Return each line exactly as written. Begin with the first line of the entries and end with the line that has "index tip: (947, 872)".
(MATERIAL TO PROCESS)
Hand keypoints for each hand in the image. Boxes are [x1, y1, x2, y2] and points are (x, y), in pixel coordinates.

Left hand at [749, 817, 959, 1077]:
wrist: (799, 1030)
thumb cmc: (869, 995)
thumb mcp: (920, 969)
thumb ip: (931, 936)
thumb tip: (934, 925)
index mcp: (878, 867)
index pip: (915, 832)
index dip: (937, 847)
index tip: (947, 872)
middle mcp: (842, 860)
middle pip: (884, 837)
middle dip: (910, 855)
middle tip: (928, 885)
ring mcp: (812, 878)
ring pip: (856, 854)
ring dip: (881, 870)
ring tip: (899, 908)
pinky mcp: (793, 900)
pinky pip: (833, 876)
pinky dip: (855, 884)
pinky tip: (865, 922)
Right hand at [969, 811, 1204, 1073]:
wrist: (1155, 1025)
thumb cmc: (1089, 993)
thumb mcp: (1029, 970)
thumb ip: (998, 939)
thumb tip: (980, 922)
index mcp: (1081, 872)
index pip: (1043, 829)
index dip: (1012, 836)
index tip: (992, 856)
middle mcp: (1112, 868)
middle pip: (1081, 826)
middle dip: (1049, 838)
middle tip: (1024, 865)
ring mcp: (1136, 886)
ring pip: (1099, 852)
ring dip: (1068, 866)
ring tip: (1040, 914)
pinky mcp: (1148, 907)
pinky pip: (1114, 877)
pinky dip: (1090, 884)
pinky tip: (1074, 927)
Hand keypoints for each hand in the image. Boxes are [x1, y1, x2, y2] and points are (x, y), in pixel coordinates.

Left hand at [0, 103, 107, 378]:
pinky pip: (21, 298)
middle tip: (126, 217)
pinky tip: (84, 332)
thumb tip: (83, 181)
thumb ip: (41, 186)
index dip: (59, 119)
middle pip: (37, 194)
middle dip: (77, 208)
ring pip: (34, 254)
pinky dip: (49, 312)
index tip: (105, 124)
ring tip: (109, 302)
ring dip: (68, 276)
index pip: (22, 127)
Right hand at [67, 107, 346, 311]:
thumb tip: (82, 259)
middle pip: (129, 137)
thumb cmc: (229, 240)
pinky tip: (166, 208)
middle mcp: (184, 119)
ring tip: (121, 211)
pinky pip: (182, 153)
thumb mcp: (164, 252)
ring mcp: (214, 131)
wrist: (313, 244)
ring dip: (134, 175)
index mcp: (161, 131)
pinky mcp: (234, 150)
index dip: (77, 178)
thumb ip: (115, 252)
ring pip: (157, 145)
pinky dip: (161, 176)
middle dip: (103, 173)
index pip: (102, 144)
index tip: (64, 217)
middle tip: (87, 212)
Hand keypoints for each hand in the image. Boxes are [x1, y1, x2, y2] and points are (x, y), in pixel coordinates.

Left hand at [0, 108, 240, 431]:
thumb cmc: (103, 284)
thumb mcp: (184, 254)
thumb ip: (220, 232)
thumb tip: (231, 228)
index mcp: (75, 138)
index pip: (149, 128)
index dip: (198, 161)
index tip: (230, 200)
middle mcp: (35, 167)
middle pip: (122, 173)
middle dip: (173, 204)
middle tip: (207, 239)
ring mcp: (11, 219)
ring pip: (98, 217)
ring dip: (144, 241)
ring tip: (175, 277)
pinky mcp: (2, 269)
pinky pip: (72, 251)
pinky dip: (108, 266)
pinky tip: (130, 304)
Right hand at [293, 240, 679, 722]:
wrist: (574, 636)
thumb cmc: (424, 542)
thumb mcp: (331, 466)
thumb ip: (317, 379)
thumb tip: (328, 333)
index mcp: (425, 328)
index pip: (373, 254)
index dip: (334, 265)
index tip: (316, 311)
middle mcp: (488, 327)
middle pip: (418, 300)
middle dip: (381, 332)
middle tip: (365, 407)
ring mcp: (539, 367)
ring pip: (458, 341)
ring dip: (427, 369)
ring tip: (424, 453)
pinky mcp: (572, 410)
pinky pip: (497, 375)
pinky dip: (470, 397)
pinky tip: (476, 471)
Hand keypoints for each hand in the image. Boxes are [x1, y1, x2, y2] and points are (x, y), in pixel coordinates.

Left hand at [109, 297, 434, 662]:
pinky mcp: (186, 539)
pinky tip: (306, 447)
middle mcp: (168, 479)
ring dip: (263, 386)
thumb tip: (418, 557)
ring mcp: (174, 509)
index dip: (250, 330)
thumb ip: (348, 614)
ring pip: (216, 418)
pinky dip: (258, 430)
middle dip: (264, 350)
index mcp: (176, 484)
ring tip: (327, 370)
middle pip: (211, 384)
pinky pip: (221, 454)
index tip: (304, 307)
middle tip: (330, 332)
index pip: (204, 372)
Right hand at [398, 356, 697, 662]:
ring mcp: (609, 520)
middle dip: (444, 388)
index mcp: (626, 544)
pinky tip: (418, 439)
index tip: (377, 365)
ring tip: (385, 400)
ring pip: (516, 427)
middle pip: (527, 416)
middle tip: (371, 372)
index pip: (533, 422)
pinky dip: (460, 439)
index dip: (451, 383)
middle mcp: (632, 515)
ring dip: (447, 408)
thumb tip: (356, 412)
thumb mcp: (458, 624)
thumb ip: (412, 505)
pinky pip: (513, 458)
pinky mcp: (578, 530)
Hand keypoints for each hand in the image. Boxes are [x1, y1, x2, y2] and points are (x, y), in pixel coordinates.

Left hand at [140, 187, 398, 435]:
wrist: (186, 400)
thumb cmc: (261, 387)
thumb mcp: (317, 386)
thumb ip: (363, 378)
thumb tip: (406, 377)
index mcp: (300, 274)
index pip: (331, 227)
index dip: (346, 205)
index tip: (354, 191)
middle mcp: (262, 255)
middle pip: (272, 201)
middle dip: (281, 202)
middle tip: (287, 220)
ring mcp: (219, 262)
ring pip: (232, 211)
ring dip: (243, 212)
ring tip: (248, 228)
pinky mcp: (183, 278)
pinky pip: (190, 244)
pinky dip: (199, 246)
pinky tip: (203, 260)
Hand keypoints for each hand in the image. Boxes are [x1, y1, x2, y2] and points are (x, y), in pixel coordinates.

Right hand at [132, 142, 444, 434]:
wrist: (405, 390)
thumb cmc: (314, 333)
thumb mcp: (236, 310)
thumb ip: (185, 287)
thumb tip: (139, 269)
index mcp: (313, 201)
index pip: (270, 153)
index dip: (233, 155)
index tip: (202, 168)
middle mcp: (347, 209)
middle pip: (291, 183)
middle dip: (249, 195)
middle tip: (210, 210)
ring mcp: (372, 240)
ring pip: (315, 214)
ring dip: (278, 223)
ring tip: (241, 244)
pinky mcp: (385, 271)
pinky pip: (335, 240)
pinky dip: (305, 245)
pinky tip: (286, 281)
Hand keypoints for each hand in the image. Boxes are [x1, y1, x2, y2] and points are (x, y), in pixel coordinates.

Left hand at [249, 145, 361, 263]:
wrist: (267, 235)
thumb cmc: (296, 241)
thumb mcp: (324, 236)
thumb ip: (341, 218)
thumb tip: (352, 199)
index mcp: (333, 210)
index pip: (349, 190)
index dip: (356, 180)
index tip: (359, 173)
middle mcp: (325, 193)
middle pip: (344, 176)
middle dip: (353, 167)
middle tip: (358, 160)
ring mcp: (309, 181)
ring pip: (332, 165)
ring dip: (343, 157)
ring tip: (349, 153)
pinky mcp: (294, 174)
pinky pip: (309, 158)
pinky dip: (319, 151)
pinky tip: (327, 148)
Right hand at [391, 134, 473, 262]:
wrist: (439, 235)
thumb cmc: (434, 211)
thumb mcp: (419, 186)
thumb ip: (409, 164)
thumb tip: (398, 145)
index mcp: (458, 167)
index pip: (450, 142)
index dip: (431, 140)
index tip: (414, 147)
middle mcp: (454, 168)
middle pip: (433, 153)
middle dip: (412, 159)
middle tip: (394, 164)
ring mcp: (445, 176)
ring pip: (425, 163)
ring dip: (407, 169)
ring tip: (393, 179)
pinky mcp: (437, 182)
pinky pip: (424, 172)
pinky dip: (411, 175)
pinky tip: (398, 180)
(End MATERIAL TO PROCESS)
COMPLETED TASK:
Hand keypoints for each hand in the image. Boxes are [x1, y1, x2, y2] and points are (x, y), in pixel coordinates.

Left hand at [749, 817, 959, 1077]:
wrist: (799, 1030)
thumb cmc: (869, 995)
thumb mcp: (920, 969)
thumb ip: (931, 936)
thumb tip: (934, 925)
index mcp: (878, 867)
index pip: (915, 832)
index dip: (937, 847)
index tip: (947, 872)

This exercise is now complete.